BEGIN Excerpted records
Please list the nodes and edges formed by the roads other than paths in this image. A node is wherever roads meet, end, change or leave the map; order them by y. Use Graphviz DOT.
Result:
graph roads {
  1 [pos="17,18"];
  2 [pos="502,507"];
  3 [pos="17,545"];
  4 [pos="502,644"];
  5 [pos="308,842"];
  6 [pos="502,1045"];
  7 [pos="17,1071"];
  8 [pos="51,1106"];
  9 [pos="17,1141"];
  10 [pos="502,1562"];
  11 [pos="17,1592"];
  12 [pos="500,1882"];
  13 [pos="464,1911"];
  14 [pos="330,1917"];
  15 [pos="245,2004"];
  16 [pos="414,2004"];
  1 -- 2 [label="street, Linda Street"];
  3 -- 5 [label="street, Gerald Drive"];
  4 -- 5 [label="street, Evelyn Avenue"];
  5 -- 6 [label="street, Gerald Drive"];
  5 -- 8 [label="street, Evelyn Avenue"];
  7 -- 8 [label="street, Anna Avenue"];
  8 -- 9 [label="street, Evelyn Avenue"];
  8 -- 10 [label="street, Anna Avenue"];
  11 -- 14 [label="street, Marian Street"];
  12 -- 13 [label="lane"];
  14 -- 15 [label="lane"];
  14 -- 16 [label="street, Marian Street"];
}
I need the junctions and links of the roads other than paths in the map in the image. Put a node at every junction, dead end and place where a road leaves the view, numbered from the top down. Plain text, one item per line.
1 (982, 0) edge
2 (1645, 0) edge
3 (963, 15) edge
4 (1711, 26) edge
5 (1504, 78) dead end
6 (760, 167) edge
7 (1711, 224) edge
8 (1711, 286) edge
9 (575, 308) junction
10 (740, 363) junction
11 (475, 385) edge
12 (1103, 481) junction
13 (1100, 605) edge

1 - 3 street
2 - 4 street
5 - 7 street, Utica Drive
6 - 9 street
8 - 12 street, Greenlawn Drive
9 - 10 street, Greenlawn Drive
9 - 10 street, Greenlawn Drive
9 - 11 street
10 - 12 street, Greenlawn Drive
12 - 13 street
END Excerpted records
:: Directions ::
Give back, exactly and with nothing added, the lines from the line containing "I need the junctions" through the final line of the records above, both of them included.

:: Exercise answer ::
I need the junctions and links of the roads other than paths in the map in the image. Put a node at every junction, dead end and place where a road leaves the view, numbered from the top down. Plain text, one item per line.
1 (982, 0) edge
2 (1645, 0) edge
3 (963, 15) edge
4 (1711, 26) edge
5 (1504, 78) dead end
6 (760, 167) edge
7 (1711, 224) edge
8 (1711, 286) edge
9 (575, 308) junction
10 (740, 363) junction
11 (475, 385) edge
12 (1103, 481) junction
13 (1100, 605) edge

1 - 3 street
2 - 4 street
5 - 7 street, Utica Drive
6 - 9 street
8 - 12 street, Greenlawn Drive
9 - 10 street, Greenlawn Drive
9 - 10 street, Greenlawn Drive
9 - 11 street
10 - 12 street, Greenlawn Drive
12 - 13 street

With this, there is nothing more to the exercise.